CUDA Memory Error While Trying to Run Bloom Locally

Hey so I’m trying to get Bloom running locally I don’t do any AI coding or python so it’s tough And I ran into a roadblock

from transformers import AutoModelForCausalLM, AutoTokenizer, set_seed
import torch

torch.set_default_tensor_type(torch.cuda.FloatTensor)

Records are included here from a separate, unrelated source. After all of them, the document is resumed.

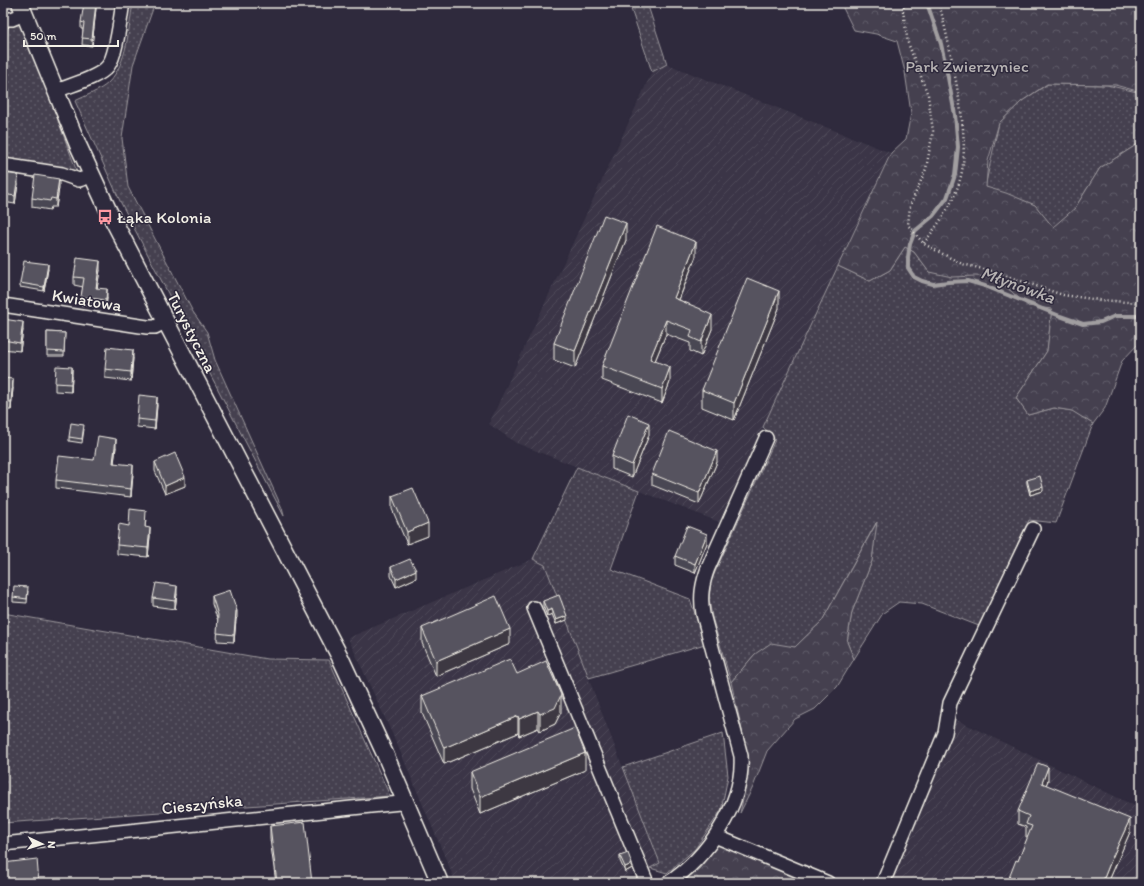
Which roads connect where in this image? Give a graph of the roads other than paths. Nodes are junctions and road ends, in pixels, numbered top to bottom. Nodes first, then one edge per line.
1 (123, 3) edge
2 (22, 9) edge
3 (3, 22) edge
4 (56, 91) junction
5 (3, 164) edge
6 (92, 176) junction
7 (3, 305) edge
8 (165, 322) junction
9 (766, 438) dead end
10 (1033, 529) dead end
11 (534, 608) dead end
12 (405, 801) junction
13 (715, 836) junction
14 (3, 844) edge
15 (440, 883) edge
16 (647, 883) edge
17 (668, 883) edge
18 (828, 883) edge
19 (883, 883) edge

1 - 4 street
2 - 3 street
2 - 4 main road, Turystyczna
4 - 6 main road, Turystyczna
5 - 6 street
6 - 8 main road, Turystyczna
7 - 8 street, Kwiatowa
8 - 12 main road, Turystyczna
9 - 13 street
10 - 19 street
11 - 16 street
12 - 14 street, Cieszyńska
12 - 15 main road
13 - 17 street
13 - 18 street

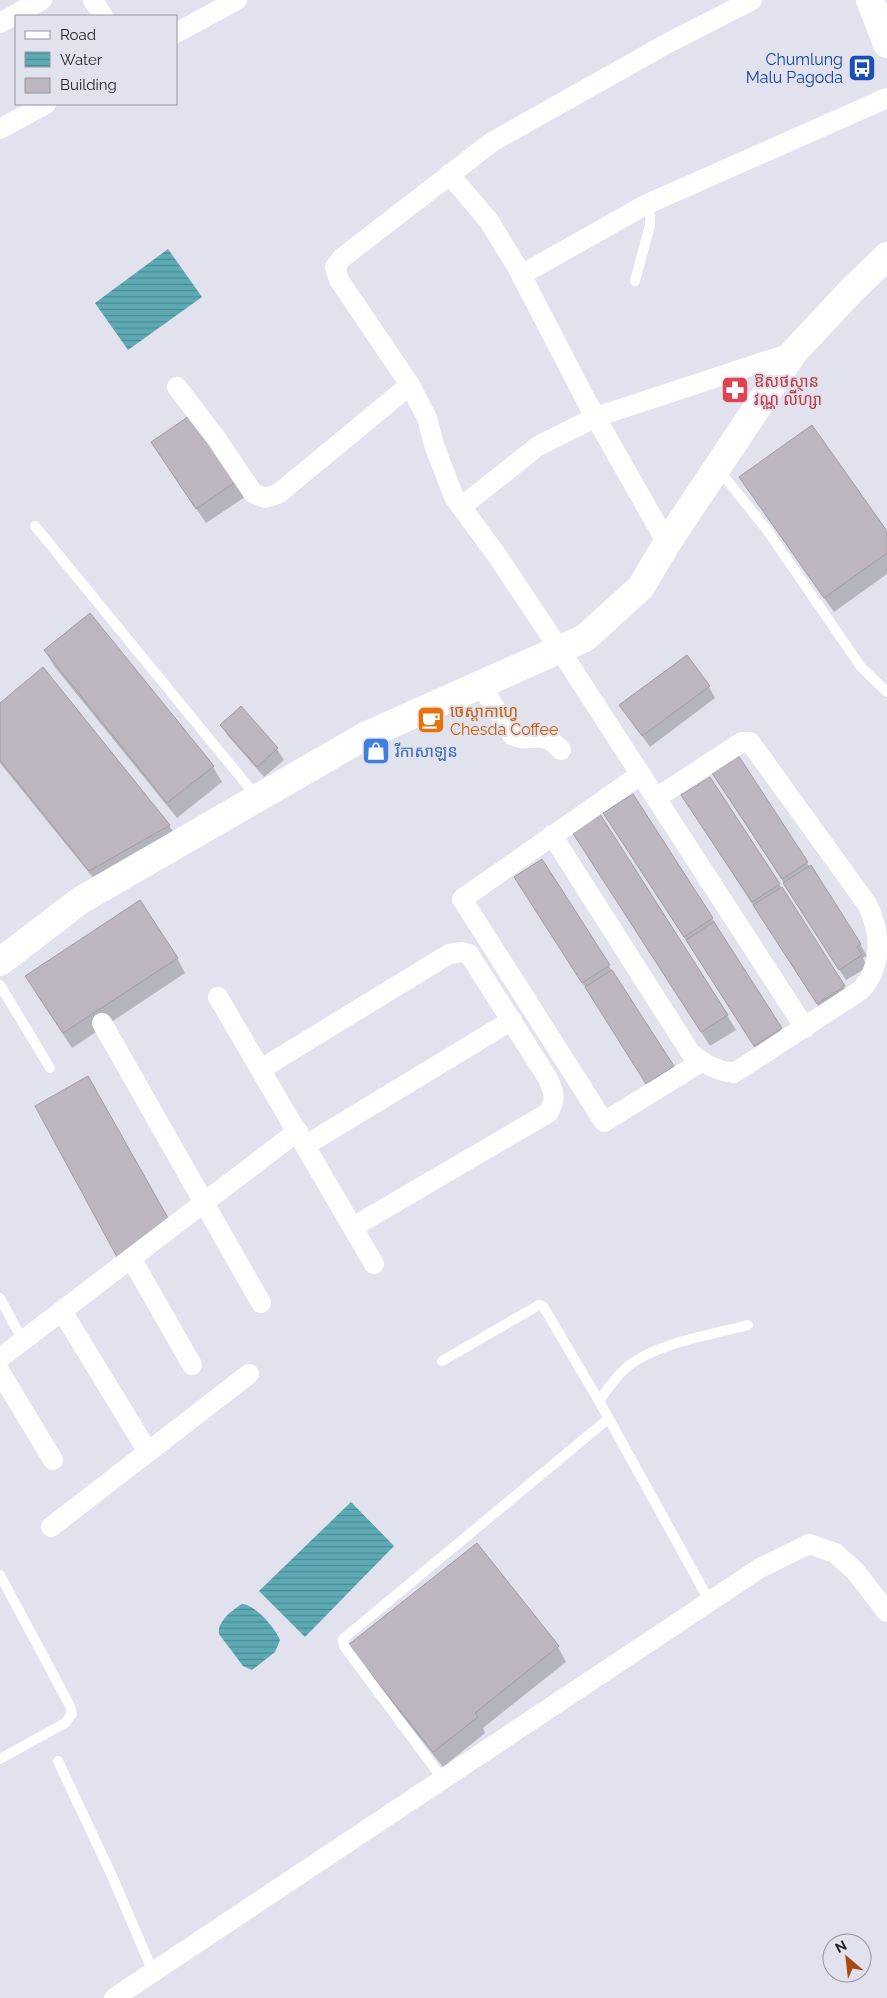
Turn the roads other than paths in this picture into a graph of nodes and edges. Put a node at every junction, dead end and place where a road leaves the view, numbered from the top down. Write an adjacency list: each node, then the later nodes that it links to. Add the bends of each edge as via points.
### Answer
1 (42, 0): 7 (street)
2 (93, 0): 6 (street)
3 (237, 0): 8 (street)
4 (752, 0): 13 (street, via 668,43 492,142)
5 (870, 0): 9 (main road)
6 (101, 15)
7 (0, 23)
8 (178, 32)
9 (887, 44)
10 (887, 98): 14 (street)
11 (44, 105): 12 (street)
12 (0, 128)
13 (449, 174): 16 (street, via 489,221); 19 (street, via 335,266 339,280)
14 (645, 205): 16 (street); 17 (lane, via 650,225)
15 (887, 256): 18 (main road)
16 (521, 276): 21 (street)
17 (636, 281)
18 (794, 352): 21 (street); 22 (main road)
19 (410, 385): 20 (street, via 278,494 265,498 253,493); 23 (street, via 427,418 435,448)
20 (177, 387)
21 (596, 417): 23 (street, via 538,446); 25 (street)
22 (718, 468): 25 (main road); 28 (lane, via 767,530 861,667)
23 (461, 507): 26 (street)
24 (35, 526): 32 (lane)
25 (667, 543): 26 (main road, via 641,587 585,638)
26 (560, 650): 27 (main road); 30 (street)
27 (480, 684): 29 (street, via 512,735 520,739 536,736 551,739); 32 (main road, via 365,736)
28 (887, 692)
29 (561, 750)
30 (641, 774): 31 (street); 33 (street)
31 (656, 798): 39 (street); 39 (street, via 742,742 750,742 867,904 876,928 876,969 861,990)
32 (258, 799): 34 (main road, via 81,900)
33 (552, 835): 40 (street, via 690,1052); 40 (street, via 462,899 604,1122)
34 (0, 962)
35 (0, 985): 41 (lane)
36 (218, 997): 42 (street)
37 (512, 1020): 42 (street, via 469,954 449,954); 43 (street); 45 (street, via 555,1093 554,1104 548,1113)
38 (102, 1023): 44 (street)
39 (805, 1028): 40 (street, via 734,1073)
40 (701, 1062)
41 (50, 1068)
42 (261, 1069): 43 (street)
43 (302, 1138): 44 (street); 45 (street)
44 (204, 1202): 46 (street); 49 (street)
45 (353, 1227): 47 (street)
46 (131, 1258): 50 (street); 55 (street)
47 (374, 1264)
48 (0, 1298): 52 (lane)
49 (261, 1303)
50 (62, 1311): 52 (street); 60 (street)
51 (748, 1324): 58 (lane, via 640,1358 625,1368)
52 (23, 1341): 53 (street)
53 (0, 1358)
54 (442, 1361): 58 (lane, via 539,1305 544,1306)
55 (192, 1365)
56 (0, 1372): 61 (street)
57 (249, 1374): 60 (street)
58 (599, 1401): 59 (lane)
59 (608, 1419): 64 (lane); 68 (lane, via 343,1639 344,1646)
60 (148, 1452): 62 (street)
61 (54, 1460)
62 (51, 1528)
63 (0, 1576): 66 (lane, via 72,1714 65,1723)
64 (710, 1602): 65 (street, via 760,1568 809,1544 835,1554 855,1571); 68 (street)
65 (887, 1612)
66 (0, 1759)
67 (58, 1761): 69 (lane, via 112,1876)
68 (442, 1778): 69 (street)
69 (152, 1972): 70 (street)
70 (114, 1998)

print("downloading model")

model = AutoModelForCausalLM.from_pretrained("bigscience/bloom-1b3", use_cache=True)
tokenizer = AutoTokenizer.from_pretrained("bigscience/bloom-1b3")


print("done")

set_seed(416136942)

model.__class__.__name__

prompt = 'Good morning...'

input_ids = tokenizer(prompt, return_tensors="pt").to(0)

sample = model.generate(**input_ids, max_length=50, top_k=0, temperature=0.9)

print(tokenizer.decode(sample[0], truncate_before_pattern=[r"\n\n^#", "^'''", "\n\n\n"]))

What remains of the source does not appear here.